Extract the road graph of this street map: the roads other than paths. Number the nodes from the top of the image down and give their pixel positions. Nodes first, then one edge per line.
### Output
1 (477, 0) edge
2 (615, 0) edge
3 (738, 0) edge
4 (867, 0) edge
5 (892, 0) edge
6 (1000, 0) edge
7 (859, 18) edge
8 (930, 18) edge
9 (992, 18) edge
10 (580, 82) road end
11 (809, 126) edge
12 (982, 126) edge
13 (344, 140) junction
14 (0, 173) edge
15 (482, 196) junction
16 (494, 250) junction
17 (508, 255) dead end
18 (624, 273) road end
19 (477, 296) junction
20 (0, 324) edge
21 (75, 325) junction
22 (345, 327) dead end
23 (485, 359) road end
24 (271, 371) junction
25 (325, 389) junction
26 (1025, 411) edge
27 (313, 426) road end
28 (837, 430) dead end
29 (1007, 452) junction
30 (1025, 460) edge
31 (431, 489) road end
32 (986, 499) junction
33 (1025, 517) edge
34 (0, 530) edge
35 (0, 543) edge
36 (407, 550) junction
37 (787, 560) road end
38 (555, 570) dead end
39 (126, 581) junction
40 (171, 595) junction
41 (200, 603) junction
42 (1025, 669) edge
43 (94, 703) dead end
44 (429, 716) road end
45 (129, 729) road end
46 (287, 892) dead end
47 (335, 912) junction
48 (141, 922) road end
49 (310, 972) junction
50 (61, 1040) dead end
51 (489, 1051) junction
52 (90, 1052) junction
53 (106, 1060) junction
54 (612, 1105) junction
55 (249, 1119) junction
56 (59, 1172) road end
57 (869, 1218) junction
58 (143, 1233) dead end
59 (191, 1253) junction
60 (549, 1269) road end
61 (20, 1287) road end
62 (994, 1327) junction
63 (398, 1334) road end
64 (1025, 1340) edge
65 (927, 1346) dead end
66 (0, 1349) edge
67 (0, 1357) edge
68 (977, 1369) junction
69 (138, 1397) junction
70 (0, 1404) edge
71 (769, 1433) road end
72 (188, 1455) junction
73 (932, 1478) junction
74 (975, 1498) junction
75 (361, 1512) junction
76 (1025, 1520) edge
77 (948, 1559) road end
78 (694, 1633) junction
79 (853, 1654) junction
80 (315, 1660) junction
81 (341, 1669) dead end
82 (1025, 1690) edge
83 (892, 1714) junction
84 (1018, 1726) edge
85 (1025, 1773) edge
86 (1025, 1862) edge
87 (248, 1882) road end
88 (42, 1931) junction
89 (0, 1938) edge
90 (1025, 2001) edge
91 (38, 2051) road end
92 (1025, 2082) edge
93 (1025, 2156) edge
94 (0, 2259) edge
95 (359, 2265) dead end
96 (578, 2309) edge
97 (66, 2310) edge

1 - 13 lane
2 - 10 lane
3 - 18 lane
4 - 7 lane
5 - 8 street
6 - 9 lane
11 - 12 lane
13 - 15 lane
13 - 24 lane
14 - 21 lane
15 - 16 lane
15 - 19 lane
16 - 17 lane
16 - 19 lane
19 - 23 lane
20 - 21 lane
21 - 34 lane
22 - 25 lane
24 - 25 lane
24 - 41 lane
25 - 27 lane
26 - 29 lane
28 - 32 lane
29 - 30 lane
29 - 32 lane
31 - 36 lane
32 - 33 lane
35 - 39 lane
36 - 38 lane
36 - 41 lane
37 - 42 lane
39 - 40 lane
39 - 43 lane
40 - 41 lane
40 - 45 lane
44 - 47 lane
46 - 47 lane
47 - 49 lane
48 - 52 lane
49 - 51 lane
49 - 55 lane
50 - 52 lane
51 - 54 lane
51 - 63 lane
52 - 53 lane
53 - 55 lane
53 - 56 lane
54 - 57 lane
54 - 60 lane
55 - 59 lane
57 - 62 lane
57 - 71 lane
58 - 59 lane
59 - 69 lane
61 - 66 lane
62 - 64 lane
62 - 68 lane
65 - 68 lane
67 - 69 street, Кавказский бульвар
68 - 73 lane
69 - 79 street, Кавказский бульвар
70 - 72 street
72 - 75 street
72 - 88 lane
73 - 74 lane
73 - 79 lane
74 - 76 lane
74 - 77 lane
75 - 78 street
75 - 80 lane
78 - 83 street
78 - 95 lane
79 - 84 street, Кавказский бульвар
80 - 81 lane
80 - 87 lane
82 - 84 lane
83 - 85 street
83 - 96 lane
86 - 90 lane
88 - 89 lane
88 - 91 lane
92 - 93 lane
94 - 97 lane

** EXERCISE AIM **
Using the data above, restate every record word for word.

** WRITTEN ANSWER **
Extract the road graph of this street map: the roads other than paths. Number the nodes from the top of the image down and give their pixel positions. Nodes first, then one edge per line.
### Output
1 (477, 0) edge
2 (615, 0) edge
3 (738, 0) edge
4 (867, 0) edge
5 (892, 0) edge
6 (1000, 0) edge
7 (859, 18) edge
8 (930, 18) edge
9 (992, 18) edge
10 (580, 82) road end
11 (809, 126) edge
12 (982, 126) edge
13 (344, 140) junction
14 (0, 173) edge
15 (482, 196) junction
16 (494, 250) junction
17 (508, 255) dead end
18 (624, 273) road end
19 (477, 296) junction
20 (0, 324) edge
21 (75, 325) junction
22 (345, 327) dead end
23 (485, 359) road end
24 (271, 371) junction
25 (325, 389) junction
26 (1025, 411) edge
27 (313, 426) road end
28 (837, 430) dead end
29 (1007, 452) junction
30 (1025, 460) edge
31 (431, 489) road end
32 (986, 499) junction
33 (1025, 517) edge
34 (0, 530) edge
35 (0, 543) edge
36 (407, 550) junction
37 (787, 560) road end
38 (555, 570) dead end
39 (126, 581) junction
40 (171, 595) junction
41 (200, 603) junction
42 (1025, 669) edge
43 (94, 703) dead end
44 (429, 716) road end
45 (129, 729) road end
46 (287, 892) dead end
47 (335, 912) junction
48 (141, 922) road end
49 (310, 972) junction
50 (61, 1040) dead end
51 (489, 1051) junction
52 (90, 1052) junction
53 (106, 1060) junction
54 (612, 1105) junction
55 (249, 1119) junction
56 (59, 1172) road end
57 (869, 1218) junction
58 (143, 1233) dead end
59 (191, 1253) junction
60 (549, 1269) road end
61 (20, 1287) road end
62 (994, 1327) junction
63 (398, 1334) road end
64 (1025, 1340) edge
65 (927, 1346) dead end
66 (0, 1349) edge
67 (0, 1357) edge
68 (977, 1369) junction
69 (138, 1397) junction
70 (0, 1404) edge
71 (769, 1433) road end
72 (188, 1455) junction
73 (932, 1478) junction
74 (975, 1498) junction
75 (361, 1512) junction
76 (1025, 1520) edge
77 (948, 1559) road end
78 (694, 1633) junction
79 (853, 1654) junction
80 (315, 1660) junction
81 (341, 1669) dead end
82 (1025, 1690) edge
83 (892, 1714) junction
84 (1018, 1726) edge
85 (1025, 1773) edge
86 (1025, 1862) edge
87 (248, 1882) road end
88 (42, 1931) junction
89 (0, 1938) edge
90 (1025, 2001) edge
91 (38, 2051) road end
92 (1025, 2082) edge
93 (1025, 2156) edge
94 (0, 2259) edge
95 (359, 2265) dead end
96 (578, 2309) edge
97 (66, 2310) edge

1 - 13 lane
2 - 10 lane
3 - 18 lane
4 - 7 lane
5 - 8 street
6 - 9 lane
11 - 12 lane
13 - 15 lane
13 - 24 lane
14 - 21 lane
15 - 16 lane
15 - 19 lane
16 - 17 lane
16 - 19 lane
19 - 23 lane
20 - 21 lane
21 - 34 lane
22 - 25 lane
24 - 25 lane
24 - 41 lane
25 - 27 lane
26 - 29 lane
28 - 32 lane
29 - 30 lane
29 - 32 lane
31 - 36 lane
32 - 33 lane
35 - 39 lane
36 - 38 lane
36 - 41 lane
37 - 42 lane
39 - 40 lane
39 - 43 lane
40 - 41 lane
40 - 45 lane
44 - 47 lane
46 - 47 lane
47 - 49 lane
48 - 52 lane
49 - 51 lane
49 - 55 lane
50 - 52 lane
51 - 54 lane
51 - 63 lane
52 - 53 lane
53 - 55 lane
53 - 56 lane
54 - 57 lane
54 - 60 lane
55 - 59 lane
57 - 62 lane
57 - 71 lane
58 - 59 lane
59 - 69 lane
61 - 66 lane
62 - 64 lane
62 - 68 lane
65 - 68 lane
67 - 69 street, Кавказский бульвар
68 - 73 lane
69 - 79 street, Кавказский бульвар
70 - 72 street
72 - 75 street
72 - 88 lane
73 - 74 lane
73 - 79 lane
74 - 76 lane
74 - 77 lane
75 - 78 street
75 - 80 lane
78 - 83 street
78 - 95 lane
79 - 84 street, Кавказский бульвар
80 - 81 lane
80 - 87 lane
82 - 84 lane
83 - 85 street
83 - 96 lane
86 - 90 lane
88 - 89 lane
88 - 91 lane
92 - 93 lane
94 - 97 lane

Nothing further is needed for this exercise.